B-MIND: MOR208 plus bendamustine (BEN) versus rituximab (RTX) plus BEN in patients with relapsed or refractory (R-R) diffuse large B-cell lymphoma (DLBCL): An open-label, randomized phase II/III trial.

TPS7571 Background: Patients ineligible for stem cell transplantation (SCT) or who relapse after SCT, and those who fail to respond to second-line or salvage chemotherapy, represent an unmet medical need for which new therapeutic strategies are required.

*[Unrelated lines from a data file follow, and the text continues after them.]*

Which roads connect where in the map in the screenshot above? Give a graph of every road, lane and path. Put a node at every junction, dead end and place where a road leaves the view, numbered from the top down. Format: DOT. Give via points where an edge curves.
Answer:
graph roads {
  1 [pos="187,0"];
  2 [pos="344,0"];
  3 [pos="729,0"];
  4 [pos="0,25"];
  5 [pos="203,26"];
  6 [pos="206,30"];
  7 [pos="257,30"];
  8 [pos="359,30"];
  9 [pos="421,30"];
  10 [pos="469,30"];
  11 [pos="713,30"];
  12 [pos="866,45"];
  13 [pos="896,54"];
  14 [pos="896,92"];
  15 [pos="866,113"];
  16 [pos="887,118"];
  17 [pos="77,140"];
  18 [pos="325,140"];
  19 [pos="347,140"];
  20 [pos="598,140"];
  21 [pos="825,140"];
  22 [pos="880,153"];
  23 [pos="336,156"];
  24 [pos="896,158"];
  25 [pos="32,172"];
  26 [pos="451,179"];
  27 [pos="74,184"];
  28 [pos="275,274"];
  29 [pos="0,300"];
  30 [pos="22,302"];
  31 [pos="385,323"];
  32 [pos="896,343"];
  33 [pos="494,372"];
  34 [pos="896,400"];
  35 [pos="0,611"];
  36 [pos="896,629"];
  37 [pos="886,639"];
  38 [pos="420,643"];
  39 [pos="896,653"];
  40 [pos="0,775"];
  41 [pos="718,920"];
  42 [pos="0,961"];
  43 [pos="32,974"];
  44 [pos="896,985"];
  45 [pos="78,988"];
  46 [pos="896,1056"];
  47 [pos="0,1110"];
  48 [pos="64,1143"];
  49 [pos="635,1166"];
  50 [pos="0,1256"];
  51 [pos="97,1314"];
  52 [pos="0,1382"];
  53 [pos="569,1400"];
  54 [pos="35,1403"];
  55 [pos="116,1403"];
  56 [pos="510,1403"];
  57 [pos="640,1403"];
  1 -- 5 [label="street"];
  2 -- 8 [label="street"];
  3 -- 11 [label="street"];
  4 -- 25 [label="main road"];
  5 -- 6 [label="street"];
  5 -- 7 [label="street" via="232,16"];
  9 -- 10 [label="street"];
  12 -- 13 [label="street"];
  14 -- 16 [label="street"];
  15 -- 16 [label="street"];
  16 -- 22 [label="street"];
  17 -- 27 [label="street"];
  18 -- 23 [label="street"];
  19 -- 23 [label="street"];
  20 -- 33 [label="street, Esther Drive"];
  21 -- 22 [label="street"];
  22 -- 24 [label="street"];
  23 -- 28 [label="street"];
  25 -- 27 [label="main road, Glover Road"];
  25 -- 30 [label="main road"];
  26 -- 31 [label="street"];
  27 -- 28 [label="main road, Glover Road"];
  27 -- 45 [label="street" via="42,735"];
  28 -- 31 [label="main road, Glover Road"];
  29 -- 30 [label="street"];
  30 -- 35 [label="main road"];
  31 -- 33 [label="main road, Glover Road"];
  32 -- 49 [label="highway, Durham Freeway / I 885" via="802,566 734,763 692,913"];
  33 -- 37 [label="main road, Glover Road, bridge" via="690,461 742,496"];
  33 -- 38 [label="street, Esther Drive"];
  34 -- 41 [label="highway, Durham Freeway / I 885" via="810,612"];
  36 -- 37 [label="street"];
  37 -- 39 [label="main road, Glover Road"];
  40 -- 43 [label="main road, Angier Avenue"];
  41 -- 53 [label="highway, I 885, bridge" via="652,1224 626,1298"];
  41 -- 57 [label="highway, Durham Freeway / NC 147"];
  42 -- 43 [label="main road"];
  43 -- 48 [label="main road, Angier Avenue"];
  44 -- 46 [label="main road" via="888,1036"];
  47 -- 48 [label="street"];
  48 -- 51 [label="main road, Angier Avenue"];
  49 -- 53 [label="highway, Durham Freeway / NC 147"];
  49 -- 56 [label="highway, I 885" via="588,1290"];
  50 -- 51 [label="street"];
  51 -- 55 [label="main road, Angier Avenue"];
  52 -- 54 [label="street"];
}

MOR208 is a novel Fc-enhanced, humanized, monoclonal antibody directed against CD19. Significant single-agent activity of MOR208 in patients with R-R DLBCL (Jurczak et al., J Clin Oncol 34, 2016 [suppl; abstr 7545]) and enhancement of MOR208-mediated cytotoxicity by BEN in preclinical studies, provide a strong rationale to study MOR208 + BEN in patients with R-R DLBCL. Methods: B-MIND is a randomized (1:1), two-arm, multicenter, open-label, adaptive design, phase II/III study of MOR208 + BEN vs RTX + BEN in adult patients with histologically confirmed DLBCL who have relapsed after or are refractory to 1 to 3 prior lines of therapy and who are not candidates for high-dose chemotherapy and autologous SCT. At least 1 prior therapy line must have included a CD20-targeted therapy. Other key inclusion criteria: age ≥18 years; measurable disease; availability of tumor tissue for central pathology review; ECOG 0–2, and adequate major organ systems function. Key exclusion criteria: primary refractory DLBCL; central nervous system involvement, and known double/triple hit DLBCL genetics. The safety of the combination will be assessed in an initial phase II evaluation. Treatment will comprise 6 cycles of MOR208 (12 mg/kg IV) + BEN (90 mg/m 2 IV) or RTX 375 mg/m 2 IV + BEN. Patients achieving a response after cycle 6 will continue to receive antibody treatment for up to 18 additional cycles. Primary endpoint: progression-free survival (PFS); secondary endpoints include: best overall response, overall survival, safety, quality of life, immunogenicity and pharmacokinetics. Enrollment of 330 patients is anticipated in Europe, US and Asia-Pacific countries. Fourteen patients have been randomized to date. Clinical trial information: NCT02763319.